---------- Extracted entries
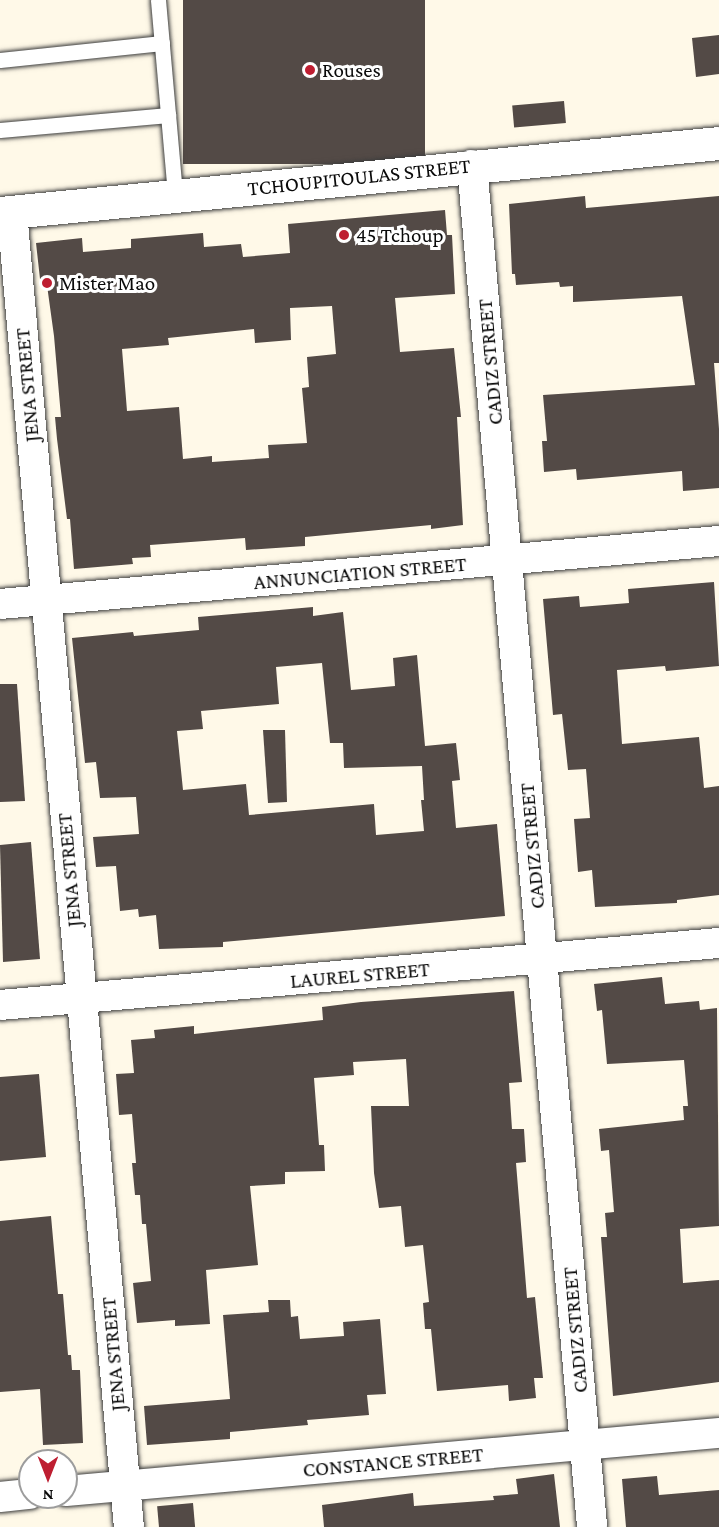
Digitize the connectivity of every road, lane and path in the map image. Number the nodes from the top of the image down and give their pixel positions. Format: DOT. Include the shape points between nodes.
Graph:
graph roads {
  1 [pos="158,0"];
  2 [pos="162,43"];
  3 [pos="0,60"];
  4 [pos="168,115"];
  5 [pos="0,130"];
  6 [pos="719,142"];
  7 [pos="472,165"];
  8 [pos="175,195"];
  9 [pos="6,212"];
  10 [pos="719,541"];
  11 [pos="507,561"];
  12 [pos="46,600"];
  13 [pos="0,604"];
  14 [pos="719,943"];
  15 [pos="542,960"];
  16 [pos="80,998"];
  17 [pos="0,1005"];
  18 [pos="719,1433"];
  19 [pos="585,1445"];
  20 [pos="125,1486"];
  21 [pos="78,1490"];
  22 [pos="18,1495"];
  23 [pos="0,1497"];
  24 [pos="129,1527"];
  25 [pos="592,1527"];
  1 -- 2 [label="lane"];
  2 -- 3 [label="lane"];
  2 -- 4 [label="lane"];
  4 -- 5 [label="lane"];
  4 -- 8 [label="lane"];
  6 -- 7 [label="street, TCHOUPITOULAS STREET"];
  7 -- 8 [label="street, TCHOUPITOULAS STREET"];
  7 -- 11 [label="street, CADIZ STREET"];
  8 -- 9 [label="street, TCHOUPITOULAS STREET"];
  9 -- 12 [label="street, JENA STREET"];
  10 -- 11 [label="street, ANNUNCIATION STREET"];
  11 -- 12 [label="street, ANNUNCIATION STREET"];
  11 -- 15 [label="street, CADIZ STREET"];
  12 -- 13 [label="street, ANNUNCIATION STREET"];
  12 -- 16 [label="street, JENA STREET"];
  14 -- 15 [label="street, LAUREL STREET"];
  15 -- 16 [label="street, LAUREL STREET"];
  15 -- 19 [label="street, CADIZ STREET"];
  16 -- 17 [label="street, LAUREL STREET"];
  16 -- 20 [label="street, JENA STREET"];
  18 -- 19 [label="street, CONSTANCE STREET"];
  19 -- 20 [label="street, CONSTANCE STREET"];
  19 -- 25 [label="street, CADIZ STREET"];
  20 -- 21 [label="street, CONSTANCE STREET"];
  20 -- 24 [label="street, JENA STREET"];
  22 -- 23 [label="street"];
}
--------------------
Exercise details
For the word "TCHOUPITOULAS", go through the records and show each line that carries it.

Written reply
  6 -- 7 [label="street, TCHOUPITOULAS STREET"];
  7 -- 8 [label="street, TCHOUPITOULAS STREET"];
  8 -- 9 [label="street, TCHOUPITOULAS STREET"];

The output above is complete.